Änderung der Prioritäten?

Änderung der Prioritäten ??

 2009 hat die Europäische Kommission Leitlinien zu ihren Prioritäten bei der Behandlung von Behinderungsmissbrauch durch marktbeherrschende Unternehmen veröffentlicht (2009/C45/02). Am 27. März 2023 wurden dazu überraschend Änderungen bekanntgemacht. Gleichzeitig leitete die Kommission eine öffentliche Konsultation zu neuen Leitlinien ein, die 2025 in Kraft treten sollen. Mit ihren Änderungen will die Kommission den Entwicklungen in der Rechtsprechung der EU-Gerichte Rechnung zu tragen.

 Die Änderungen in den überarbeiteten Leitlinien könnten die Bedeutung des „effects based“ oder "wirtschaftlichen" Ansatzes in Missbrauchsfällen verringern - insbesondere bei der Anwendung des "As-Efficient-Competitor"-Tests (AEC) - und die Schwelle für ein Eingreifen der Kommission senken.

 Damit ändert die Kommission ihre Haltung gegenüber 2009, wo sie die Bedeutung des  AEC-Test bei der Analyse in preisbasierten Missbrauchsfällen betonte. Damit waren im Prinzip und nach Ansicht der Komission nur Unternehmen, die mindestens so effizient sind wie das marktbeherrschende Unternehmen, gemäß Artikel 102 AEUV geschützt. Die EU-Gerichte wendeten demgegenüber einen formalistischen Ansatz an und beurteilten die Rechtmäßigkeit von Rabatten, die von marktbeherrschenden Unternehmen angeboten wurden, anhand objektiver Merkmale und nicht anhand ihrer Auswirkungen.

Im Intel-Urteil (6.9.2017, C-413/14) hat der EuGH den AEC-Test aufgegriffen, was als wichtiger Schritt zur Anerkennung eines stärker wirkungsorientierten Ansatzes angesehen wurde. Das erschwerte der Kommission die Verfolgung von Missbrauchsfällen. Seit Intel wurden zwei Entscheidungen der Kommission betreffend Marktbeherrschung von den EU-Gerichten auf dieser Grundlage aufgehoben.

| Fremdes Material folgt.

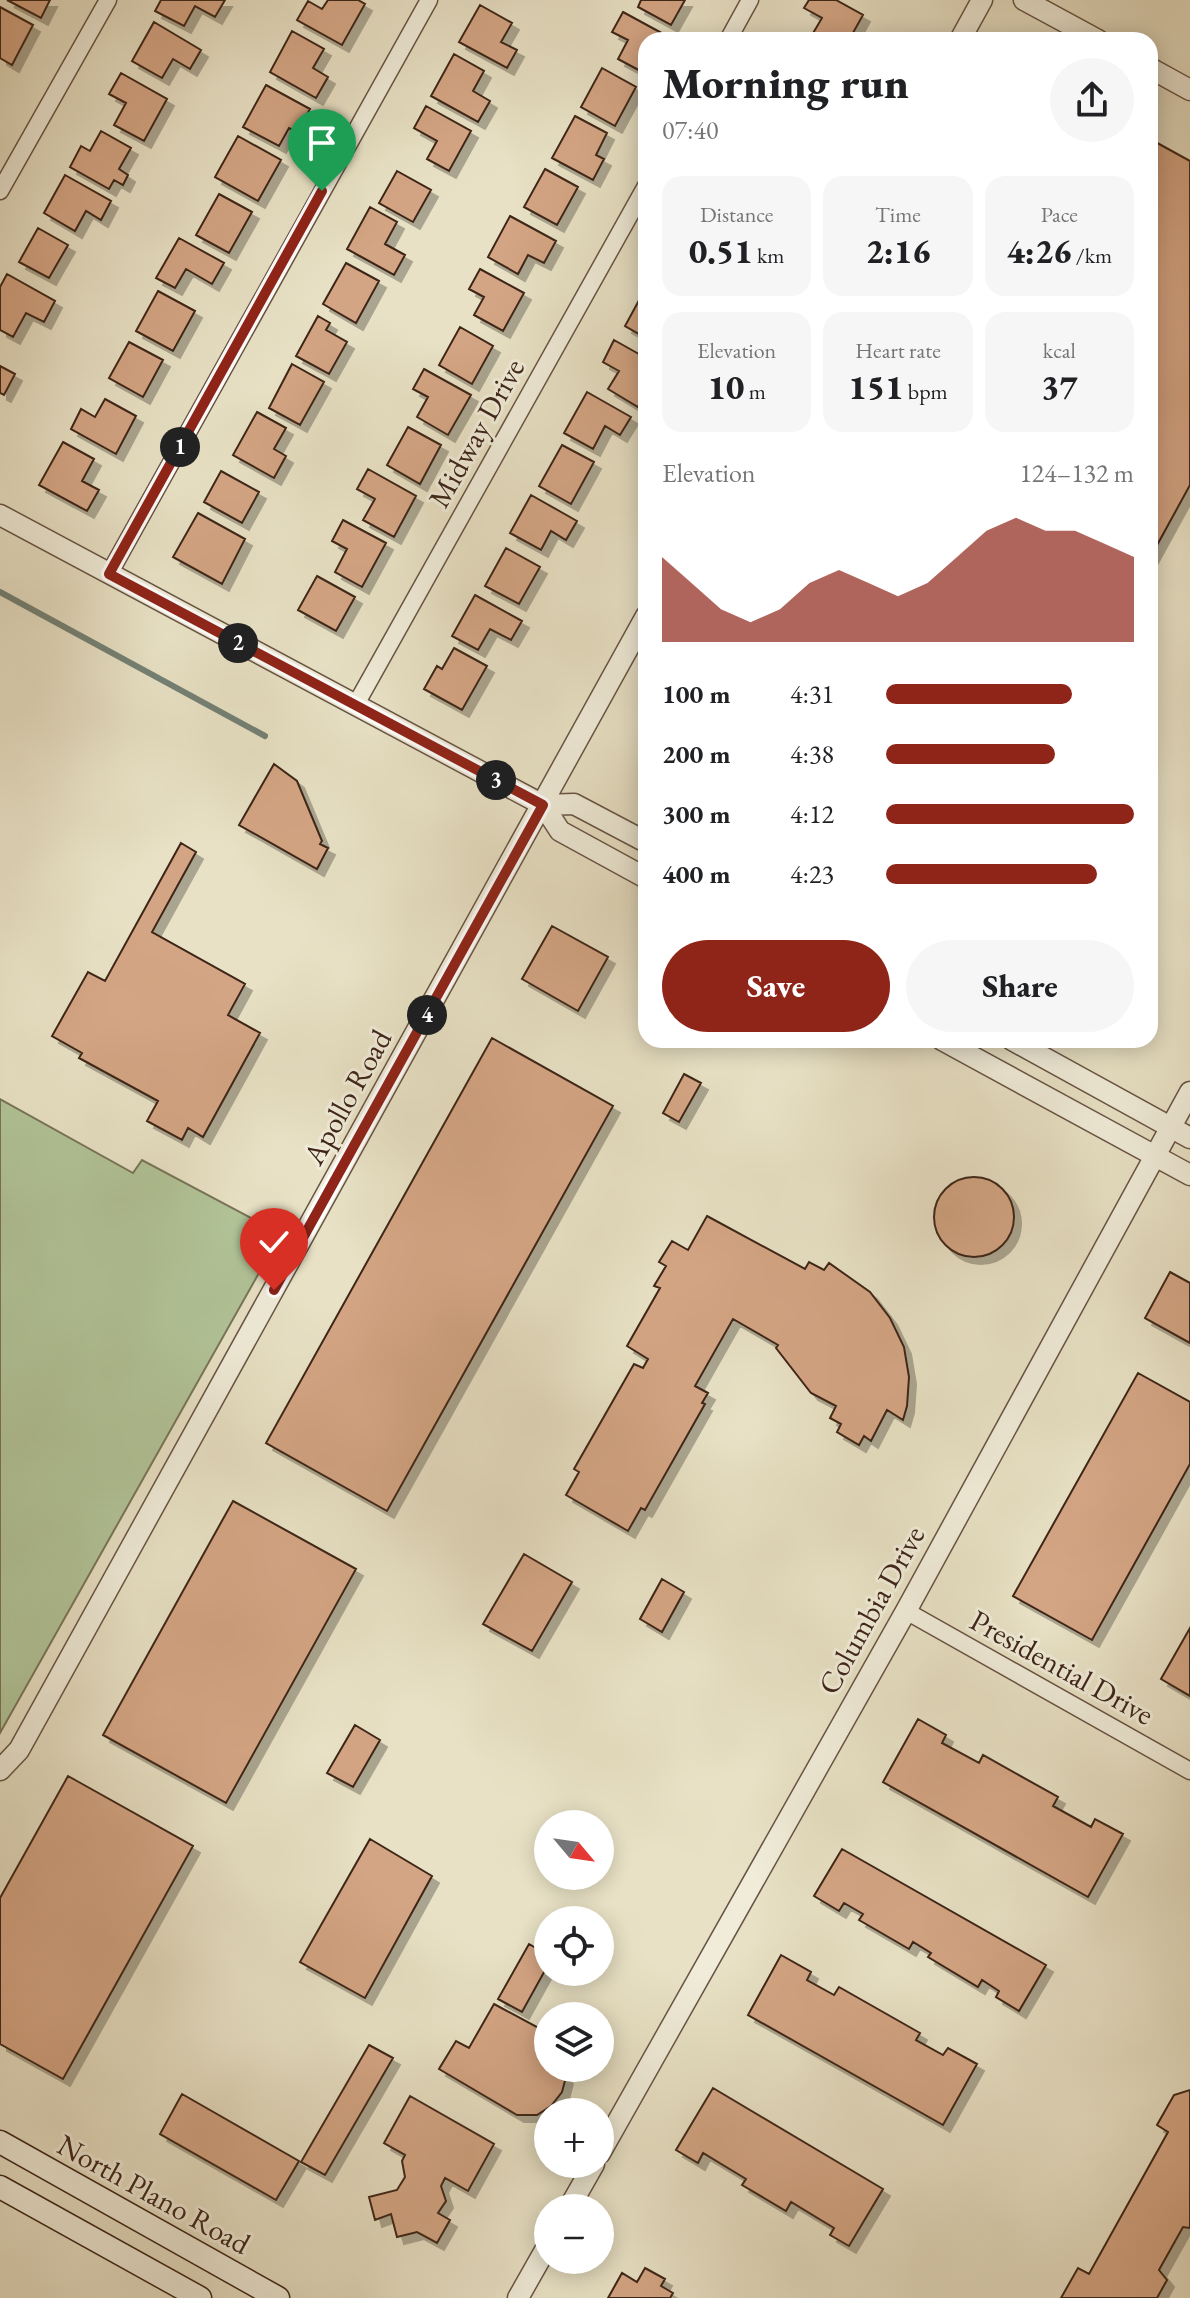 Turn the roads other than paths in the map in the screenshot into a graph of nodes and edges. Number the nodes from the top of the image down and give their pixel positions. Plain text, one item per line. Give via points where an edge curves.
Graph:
1 (108, 0) edge
2 (429, 0) edge
3 (750, 0) edge
4 (982, 0) edge
5 (1024, 0) edge
6 (732, 32) edge
7 (964, 32) edge
8 (1083, 32) edge
9 (1158, 72) edge
10 (1190, 90) edge
11 (0, 191) edge
12 (638, 200) edge
13 (0, 515) edge
14 (109, 574) junction
15 (638, 631) edge
16 (355, 706) junction
17 (543, 805) junction
18 (638, 838) edge
19 (638, 874) edge
20 (957, 1048) edge
21 (1027, 1048) edge
22 (1190, 1092) edge
23 (1171, 1127) junction
24 (1190, 1138) edge
25 (1156, 1156) junction
26 (1190, 1175) edge
27 (906, 1611) junction
28 (0, 1770) edge
29 (1190, 1771) edge
30 (614, 2128) edge
31 (0, 2142) edge
32 (66, 2180) junction
33 (0, 2187) edge
34 (46, 2212) junction
35 (534, 2270) edge
36 (200, 2298) edge
37 (278, 2298) edge
38 (518, 2298) edge

1 - 11 street
2 - 14 street
3 - 6 street
4 - 7 street
5 - 8 street
9 - 10 street
12 - 16 street, Midway Drive
13 - 14 street
14 - 16 street
15 - 17 street, Apollo Road
16 - 17 street
17 - 18 street via 574,804
17 - 19 street via 560,831
17 - 28 street, Apollo Road via 19,1750
20 - 25 street
21 - 23 street
22 - 23 street, Columbia Drive
23 - 24 street
23 - 25 street, Columbia Drive
25 - 26 street
25 - 27 street, Columbia Drive
27 - 29 street, Presidential Drive
27 - 30 street, Columbia Drive
31 - 32 main road, North Plano Road
32 - 34 main road
32 - 37 main road, North Plano Road
33 - 34 main road
34 - 36 main road
35 - 38 street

 Der Schutz weniger effizienter Wettbewerber

 Nach den überarbeiteten Leitlinien sollen nun auch Unternehmen, die (noch) keine gleichwertigen Konkurrenten sind, vor Behinderungsmissbrauch durch marktbeherrschende Unternehmen geschützt werden.

Die Kommission beruft sich auf die EuGH - Urteile Post Danmark (6.10.2015, C-23/14) und Unilever Italia (19.1.2023, C-680/20), um diese Änderung zu stützen. Der Schutz des "weniger effizienten Wettbewerbers" findet im Post-Danmark-Urteil aus dem Jahr 2015 eine gewisse Grundlage, wenn auch der Gerichtshof feststellte, dass die Struktur des Marktes das Entstehen eines AEC verhinderte. Der neuere Fall Unilever Italia erkennt aber ausdrücklich die Relevanz eines AEC-Test als eine von mehreren Methoden an.

 Das Spannungsverhältnis zwischen den Europäischen Gerichten und der Kommissionspraxis bleibt bestehen. Besonders relevant könnten Märkte mit erheblichen Schranken für den Markteintritt und die Expansion sein, zum Beispiel digitale Märkte. Hier möchte die Kommission möglicherweise ihren Handlungsspielraum bewahren.

 Hilft der AEC-Test noch weiter?

 In den überarbeiteten Leitlinien wird – wie auch im Unilever Italia – Urteil - betont, dass der AEC-Test nur eines von vielen Instrumenten zur Bewertung von Ausschlusseffekten ist. Seine Ergebnisse sind nur ein Element in einer umfassenderen Bewertung, die auch andere Beweise einschließen kann. Der AEC-Test ist damit keine "Freikarte"!

 Neue und offene Fragen:

 Damit stellen sich neue Fragen:

 Wie wird die Kommission wirtschaftliche Beweismittel der Unternehmen bewerten?

  • Wie weit können sich Unternehmen auf einen AEC-Test verlassen?
  • Wird der neue Schutz von weniger effizienten Wettbewerbern zu Lasten der marktbeherrschenden Unternehmens gehen könnte?
  • Wird es für marktbeherrschende Unternehmen schwieriger, sich gegen Missbrauchsvorwürfe zu verteidigen?
  • Werden die EU-Gerichte die Praxis der Kommission zum Schutz weniger effizienter Wettbewerber akzeptieren?

 Unternehmen können bis zum 24. April 2023 und erneut Mitte 2024, dann zum Entwurf der neuen Leitlinien, Stellung nehmen.